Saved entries
Start of Block

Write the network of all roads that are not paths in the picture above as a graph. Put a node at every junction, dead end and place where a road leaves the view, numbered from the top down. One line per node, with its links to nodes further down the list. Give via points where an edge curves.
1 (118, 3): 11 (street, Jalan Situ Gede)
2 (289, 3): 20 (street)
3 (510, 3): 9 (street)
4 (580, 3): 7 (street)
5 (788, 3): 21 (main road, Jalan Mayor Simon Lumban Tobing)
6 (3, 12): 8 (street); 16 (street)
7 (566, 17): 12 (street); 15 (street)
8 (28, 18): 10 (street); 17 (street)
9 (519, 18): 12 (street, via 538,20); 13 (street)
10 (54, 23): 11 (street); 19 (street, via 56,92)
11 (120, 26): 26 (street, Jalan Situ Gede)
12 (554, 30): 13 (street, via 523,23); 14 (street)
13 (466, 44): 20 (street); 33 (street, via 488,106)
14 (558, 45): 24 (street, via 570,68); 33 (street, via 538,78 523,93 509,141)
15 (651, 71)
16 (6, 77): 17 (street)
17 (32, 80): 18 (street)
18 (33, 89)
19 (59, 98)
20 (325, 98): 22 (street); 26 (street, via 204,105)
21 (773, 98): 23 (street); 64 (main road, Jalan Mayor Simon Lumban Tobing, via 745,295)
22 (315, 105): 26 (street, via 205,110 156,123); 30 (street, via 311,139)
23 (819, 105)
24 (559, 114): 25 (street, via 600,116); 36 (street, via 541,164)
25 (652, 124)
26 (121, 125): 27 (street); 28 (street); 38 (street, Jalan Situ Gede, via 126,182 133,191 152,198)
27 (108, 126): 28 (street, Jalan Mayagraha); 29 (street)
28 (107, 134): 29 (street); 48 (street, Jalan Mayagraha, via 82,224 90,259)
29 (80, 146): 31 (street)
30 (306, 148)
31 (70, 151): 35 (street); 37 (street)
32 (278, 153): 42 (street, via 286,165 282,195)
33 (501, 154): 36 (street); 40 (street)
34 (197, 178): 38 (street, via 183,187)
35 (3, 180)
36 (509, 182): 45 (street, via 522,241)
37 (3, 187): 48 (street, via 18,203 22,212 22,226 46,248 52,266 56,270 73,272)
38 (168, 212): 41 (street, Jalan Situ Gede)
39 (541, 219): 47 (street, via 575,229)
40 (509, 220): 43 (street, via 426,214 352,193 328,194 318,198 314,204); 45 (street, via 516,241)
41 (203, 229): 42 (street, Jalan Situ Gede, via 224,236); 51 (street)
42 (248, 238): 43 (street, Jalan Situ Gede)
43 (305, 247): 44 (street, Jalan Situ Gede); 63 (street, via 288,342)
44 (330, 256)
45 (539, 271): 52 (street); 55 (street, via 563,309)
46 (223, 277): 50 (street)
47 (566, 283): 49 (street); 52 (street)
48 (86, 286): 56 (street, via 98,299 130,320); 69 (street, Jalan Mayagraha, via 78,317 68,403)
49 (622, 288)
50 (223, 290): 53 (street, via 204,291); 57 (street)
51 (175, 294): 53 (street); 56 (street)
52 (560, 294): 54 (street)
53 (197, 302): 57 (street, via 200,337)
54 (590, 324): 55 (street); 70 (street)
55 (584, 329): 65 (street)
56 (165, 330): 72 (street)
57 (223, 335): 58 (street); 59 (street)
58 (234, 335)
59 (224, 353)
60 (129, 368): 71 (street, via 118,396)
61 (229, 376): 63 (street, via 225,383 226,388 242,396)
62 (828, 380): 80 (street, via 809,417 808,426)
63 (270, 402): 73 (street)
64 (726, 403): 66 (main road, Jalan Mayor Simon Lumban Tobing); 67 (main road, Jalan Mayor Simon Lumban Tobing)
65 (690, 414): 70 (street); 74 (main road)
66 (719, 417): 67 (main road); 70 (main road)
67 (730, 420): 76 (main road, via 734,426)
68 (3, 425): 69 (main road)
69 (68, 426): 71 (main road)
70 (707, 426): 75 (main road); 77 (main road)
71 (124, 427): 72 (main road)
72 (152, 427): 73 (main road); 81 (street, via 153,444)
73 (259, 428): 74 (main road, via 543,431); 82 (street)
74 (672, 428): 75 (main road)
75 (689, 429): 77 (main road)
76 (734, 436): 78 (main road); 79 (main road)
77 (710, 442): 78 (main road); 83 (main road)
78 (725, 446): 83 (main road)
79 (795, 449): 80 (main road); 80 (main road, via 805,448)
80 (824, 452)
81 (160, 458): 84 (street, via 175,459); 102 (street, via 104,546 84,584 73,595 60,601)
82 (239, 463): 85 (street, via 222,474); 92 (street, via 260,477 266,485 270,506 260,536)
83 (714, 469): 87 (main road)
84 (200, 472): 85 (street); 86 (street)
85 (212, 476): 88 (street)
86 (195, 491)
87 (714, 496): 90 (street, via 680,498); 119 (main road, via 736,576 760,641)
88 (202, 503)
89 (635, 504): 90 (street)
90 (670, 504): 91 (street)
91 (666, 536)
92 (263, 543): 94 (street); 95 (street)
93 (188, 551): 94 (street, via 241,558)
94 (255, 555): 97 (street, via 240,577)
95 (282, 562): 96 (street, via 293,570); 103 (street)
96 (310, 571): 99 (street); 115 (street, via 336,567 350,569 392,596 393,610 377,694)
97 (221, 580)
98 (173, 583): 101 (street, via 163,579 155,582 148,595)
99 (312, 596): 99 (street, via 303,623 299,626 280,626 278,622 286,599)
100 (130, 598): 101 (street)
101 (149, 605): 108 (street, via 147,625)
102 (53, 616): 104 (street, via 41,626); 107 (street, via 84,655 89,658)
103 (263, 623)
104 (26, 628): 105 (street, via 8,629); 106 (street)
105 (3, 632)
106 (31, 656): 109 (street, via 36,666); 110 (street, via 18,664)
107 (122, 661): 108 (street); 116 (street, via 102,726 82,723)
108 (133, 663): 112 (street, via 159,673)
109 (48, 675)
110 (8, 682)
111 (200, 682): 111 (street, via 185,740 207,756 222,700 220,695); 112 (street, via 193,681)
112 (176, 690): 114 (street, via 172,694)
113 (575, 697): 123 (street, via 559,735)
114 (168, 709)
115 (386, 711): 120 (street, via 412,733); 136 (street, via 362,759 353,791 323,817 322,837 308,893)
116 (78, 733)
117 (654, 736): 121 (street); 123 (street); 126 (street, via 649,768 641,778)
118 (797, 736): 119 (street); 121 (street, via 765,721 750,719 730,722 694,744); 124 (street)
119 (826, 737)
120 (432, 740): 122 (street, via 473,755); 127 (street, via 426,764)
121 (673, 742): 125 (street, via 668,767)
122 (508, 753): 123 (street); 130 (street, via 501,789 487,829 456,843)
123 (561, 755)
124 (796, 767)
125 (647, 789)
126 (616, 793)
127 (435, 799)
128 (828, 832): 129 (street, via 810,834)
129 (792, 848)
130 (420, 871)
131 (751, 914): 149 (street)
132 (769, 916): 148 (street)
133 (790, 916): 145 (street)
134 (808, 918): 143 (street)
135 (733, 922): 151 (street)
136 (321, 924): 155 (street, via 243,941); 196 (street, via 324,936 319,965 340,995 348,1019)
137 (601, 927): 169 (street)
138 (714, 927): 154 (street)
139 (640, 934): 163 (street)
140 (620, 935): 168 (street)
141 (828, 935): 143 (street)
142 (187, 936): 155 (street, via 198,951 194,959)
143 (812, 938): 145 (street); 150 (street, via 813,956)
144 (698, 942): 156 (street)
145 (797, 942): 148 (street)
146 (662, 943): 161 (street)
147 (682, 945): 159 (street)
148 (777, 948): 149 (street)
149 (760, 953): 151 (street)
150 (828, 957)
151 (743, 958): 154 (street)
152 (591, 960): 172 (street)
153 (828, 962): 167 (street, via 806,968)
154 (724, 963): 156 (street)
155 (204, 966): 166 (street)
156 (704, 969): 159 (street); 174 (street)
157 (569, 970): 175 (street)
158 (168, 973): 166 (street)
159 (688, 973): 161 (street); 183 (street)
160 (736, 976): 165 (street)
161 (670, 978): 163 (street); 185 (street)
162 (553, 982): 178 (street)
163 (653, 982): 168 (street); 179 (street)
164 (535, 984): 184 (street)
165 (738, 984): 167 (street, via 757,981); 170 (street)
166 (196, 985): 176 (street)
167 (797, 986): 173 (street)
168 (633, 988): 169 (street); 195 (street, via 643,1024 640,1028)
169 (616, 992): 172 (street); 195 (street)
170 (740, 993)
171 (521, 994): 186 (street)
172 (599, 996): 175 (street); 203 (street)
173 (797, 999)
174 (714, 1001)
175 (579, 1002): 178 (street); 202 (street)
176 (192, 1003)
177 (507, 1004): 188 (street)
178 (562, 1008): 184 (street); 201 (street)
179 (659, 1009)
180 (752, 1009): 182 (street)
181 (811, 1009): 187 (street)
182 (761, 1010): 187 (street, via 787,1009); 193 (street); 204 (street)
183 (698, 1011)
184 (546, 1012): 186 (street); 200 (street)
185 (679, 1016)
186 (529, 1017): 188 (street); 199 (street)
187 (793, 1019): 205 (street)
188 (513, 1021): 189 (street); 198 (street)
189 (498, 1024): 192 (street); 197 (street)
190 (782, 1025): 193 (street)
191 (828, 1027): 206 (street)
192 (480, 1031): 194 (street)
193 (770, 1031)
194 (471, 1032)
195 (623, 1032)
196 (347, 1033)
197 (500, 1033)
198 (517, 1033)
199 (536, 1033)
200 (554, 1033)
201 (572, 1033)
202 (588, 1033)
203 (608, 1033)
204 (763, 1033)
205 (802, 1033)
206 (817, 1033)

End of Block

▶ WHAT TO DO
Look through the entries above. Copy out every line holding the word "Mayor".

▶ FINISHED EXERCISE
5 (788, 3): 21 (main road, Jalan Mayor Simon Lumban Tobing)
21 (773, 98): 23 (street); 64 (main road, Jalan Mayor Simon Lumban Tobing, via 745,295)
64 (726, 403): 66 (main road, Jalan Mayor Simon Lumban Tobing); 67 (main road, Jalan Mayor Simon Lumban Tobing)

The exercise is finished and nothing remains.